Problem details:
Copy out the data word for word, without any of its pictures.

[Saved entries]
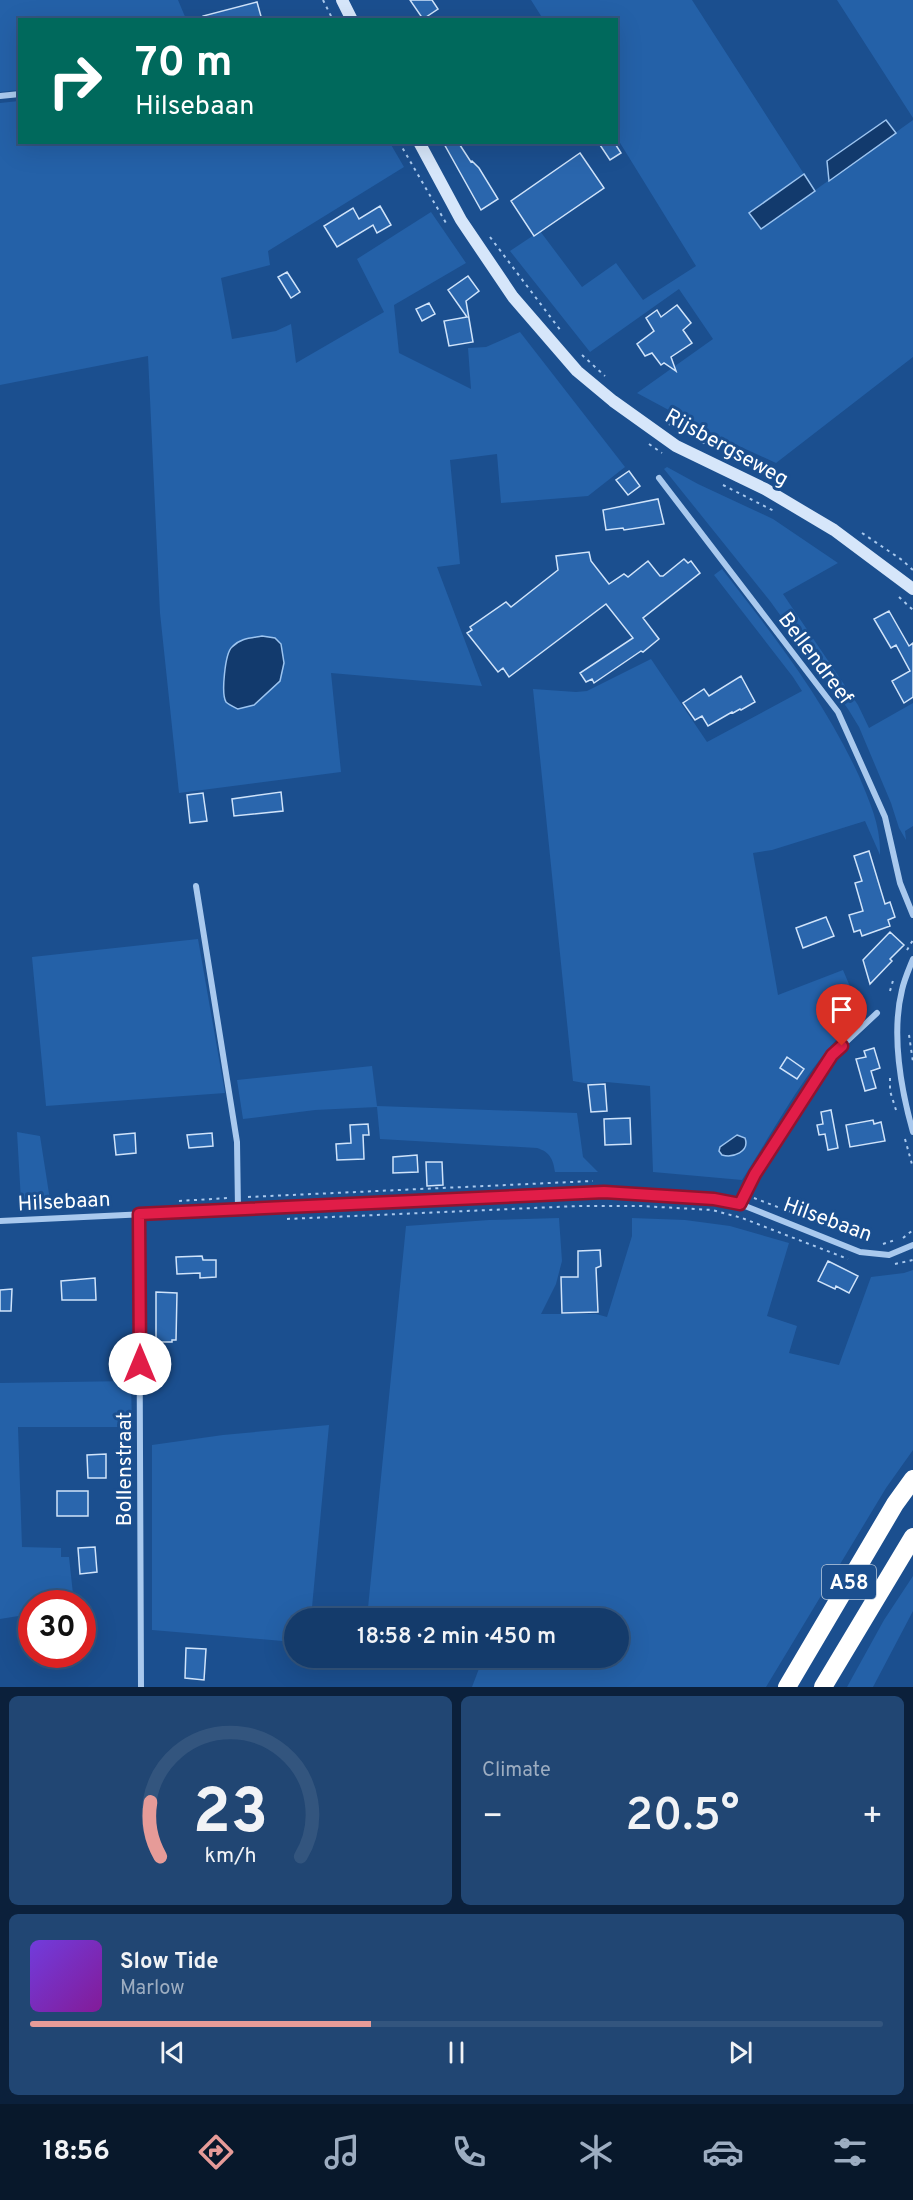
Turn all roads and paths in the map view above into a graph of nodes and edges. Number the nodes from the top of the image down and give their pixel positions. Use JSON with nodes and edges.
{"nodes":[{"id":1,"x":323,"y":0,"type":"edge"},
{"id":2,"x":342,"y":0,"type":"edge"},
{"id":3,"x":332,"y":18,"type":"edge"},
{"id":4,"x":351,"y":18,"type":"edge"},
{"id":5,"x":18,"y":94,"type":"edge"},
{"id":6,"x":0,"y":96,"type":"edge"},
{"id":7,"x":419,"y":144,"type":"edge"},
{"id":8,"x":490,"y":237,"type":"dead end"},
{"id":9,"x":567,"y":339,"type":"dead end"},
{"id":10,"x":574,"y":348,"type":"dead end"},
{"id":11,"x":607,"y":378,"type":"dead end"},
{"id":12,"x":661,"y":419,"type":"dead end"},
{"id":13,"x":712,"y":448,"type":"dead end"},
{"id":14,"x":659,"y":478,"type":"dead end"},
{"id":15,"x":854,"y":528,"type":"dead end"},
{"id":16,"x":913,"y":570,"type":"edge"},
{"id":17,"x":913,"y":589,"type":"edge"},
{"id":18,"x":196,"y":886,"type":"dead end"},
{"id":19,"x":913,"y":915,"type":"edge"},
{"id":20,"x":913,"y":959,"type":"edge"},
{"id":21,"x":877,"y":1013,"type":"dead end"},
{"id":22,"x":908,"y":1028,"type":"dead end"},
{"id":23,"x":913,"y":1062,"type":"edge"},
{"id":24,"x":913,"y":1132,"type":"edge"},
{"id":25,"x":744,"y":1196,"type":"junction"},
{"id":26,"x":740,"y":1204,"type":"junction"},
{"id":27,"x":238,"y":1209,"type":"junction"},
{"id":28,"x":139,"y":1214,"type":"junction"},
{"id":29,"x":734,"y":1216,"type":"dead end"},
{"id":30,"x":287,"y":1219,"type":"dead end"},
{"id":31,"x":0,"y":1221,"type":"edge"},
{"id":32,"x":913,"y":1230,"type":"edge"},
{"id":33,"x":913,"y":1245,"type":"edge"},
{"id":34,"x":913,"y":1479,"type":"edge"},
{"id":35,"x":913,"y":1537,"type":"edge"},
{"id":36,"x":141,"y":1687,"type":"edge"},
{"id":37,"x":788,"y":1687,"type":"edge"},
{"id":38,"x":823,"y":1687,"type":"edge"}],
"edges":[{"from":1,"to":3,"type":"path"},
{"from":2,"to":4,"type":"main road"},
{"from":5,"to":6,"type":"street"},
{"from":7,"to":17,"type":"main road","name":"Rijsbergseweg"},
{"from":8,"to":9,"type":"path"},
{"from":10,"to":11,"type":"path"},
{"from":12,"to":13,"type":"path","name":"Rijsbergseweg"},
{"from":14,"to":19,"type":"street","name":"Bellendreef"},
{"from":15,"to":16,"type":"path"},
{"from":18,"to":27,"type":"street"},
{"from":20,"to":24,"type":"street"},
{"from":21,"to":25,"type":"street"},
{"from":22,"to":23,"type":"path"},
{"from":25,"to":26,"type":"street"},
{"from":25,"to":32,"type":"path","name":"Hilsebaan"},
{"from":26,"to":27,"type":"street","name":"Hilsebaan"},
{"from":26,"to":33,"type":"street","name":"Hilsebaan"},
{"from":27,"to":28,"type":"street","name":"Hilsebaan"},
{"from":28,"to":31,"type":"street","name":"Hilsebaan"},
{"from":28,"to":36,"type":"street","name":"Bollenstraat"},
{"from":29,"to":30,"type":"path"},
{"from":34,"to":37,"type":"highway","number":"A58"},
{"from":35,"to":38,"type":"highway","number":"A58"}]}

Finished task:
Turn all roads and paths in the map view above into a graph of nodes and edges. Number the nodes from the top of the image down and give their pixel positions. Use JSON with nodes and edges.
{"nodes":[{"id":1,"x":323,"y":0,"type":"edge"},
{"id":2,"x":342,"y":0,"type":"edge"},
{"id":3,"x":332,"y":18,"type":"edge"},
{"id":4,"x":351,"y":18,"type":"edge"},
{"id":5,"x":18,"y":94,"type":"edge"},
{"id":6,"x":0,"y":96,"type":"edge"},
{"id":7,"x":419,"y":144,"type":"edge"},
{"id":8,"x":490,"y":237,"type":"dead end"},
{"id":9,"x":567,"y":339,"type":"dead end"},
{"id":10,"x":574,"y":348,"type":"dead end"},
{"id":11,"x":607,"y":378,"type":"dead end"},
{"id":12,"x":661,"y":419,"type":"dead end"},
{"id":13,"x":712,"y":448,"type":"dead end"},
{"id":14,"x":659,"y":478,"type":"dead end"},
{"id":15,"x":854,"y":528,"type":"dead end"},
{"id":16,"x":913,"y":570,"type":"edge"},
{"id":17,"x":913,"y":589,"type":"edge"},
{"id":18,"x":196,"y":886,"type":"dead end"},
{"id":19,"x":913,"y":915,"type":"edge"},
{"id":20,"x":913,"y":959,"type":"edge"},
{"id":21,"x":877,"y":1013,"type":"dead end"},
{"id":22,"x":908,"y":1028,"type":"dead end"},
{"id":23,"x":913,"y":1062,"type":"edge"},
{"id":24,"x":913,"y":1132,"type":"edge"},
{"id":25,"x":744,"y":1196,"type":"junction"},
{"id":26,"x":740,"y":1204,"type":"junction"},
{"id":27,"x":238,"y":1209,"type":"junction"},
{"id":28,"x":139,"y":1214,"type":"junction"},
{"id":29,"x":734,"y":1216,"type":"dead end"},
{"id":30,"x":287,"y":1219,"type":"dead end"},
{"id":31,"x":0,"y":1221,"type":"edge"},
{"id":32,"x":913,"y":1230,"type":"edge"},
{"id":33,"x":913,"y":1245,"type":"edge"},
{"id":34,"x":913,"y":1479,"type":"edge"},
{"id":35,"x":913,"y":1537,"type":"edge"},
{"id":36,"x":141,"y":1687,"type":"edge"},
{"id":37,"x":788,"y":1687,"type":"edge"},
{"id":38,"x":823,"y":1687,"type":"edge"}],
"edges":[{"from":1,"to":3,"type":"path"},
{"from":2,"to":4,"type":"main road"},
{"from":5,"to":6,"type":"street"},
{"from":7,"to":17,"type":"main road","name":"Rijsbergseweg"},
{"from":8,"to":9,"type":"path"},
{"from":10,"to":11,"type":"path"},
{"from":12,"to":13,"type":"path","name":"Rijsbergseweg"},
{"from":14,"to":19,"type":"street","name":"Bellendreef"},
{"from":15,"to":16,"type":"path"},
{"from":18,"to":27,"type":"street"},
{"from":20,"to":24,"type":"street"},
{"from":21,"to":25,"type":"street"},
{"from":22,"to":23,"type":"path"},
{"from":25,"to":26,"type":"street"},
{"from":25,"to":32,"type":"path","name":"Hilsebaan"},
{"from":26,"to":27,"type":"street","name":"Hilsebaan"},
{"from":26,"to":33,"type":"street","name":"Hilsebaan"},
{"from":27,"to":28,"type":"street","name":"Hilsebaan"},
{"from":28,"to":31,"type":"street","name":"Hilsebaan"},
{"from":28,"to":36,"type":"street","name":"Bollenstraat"},
{"from":29,"to":30,"type":"path"},
{"from":34,"to":37,"type":"highway","number":"A58"},
{"from":35,"to":38,"type":"highway","number":"A58"}]}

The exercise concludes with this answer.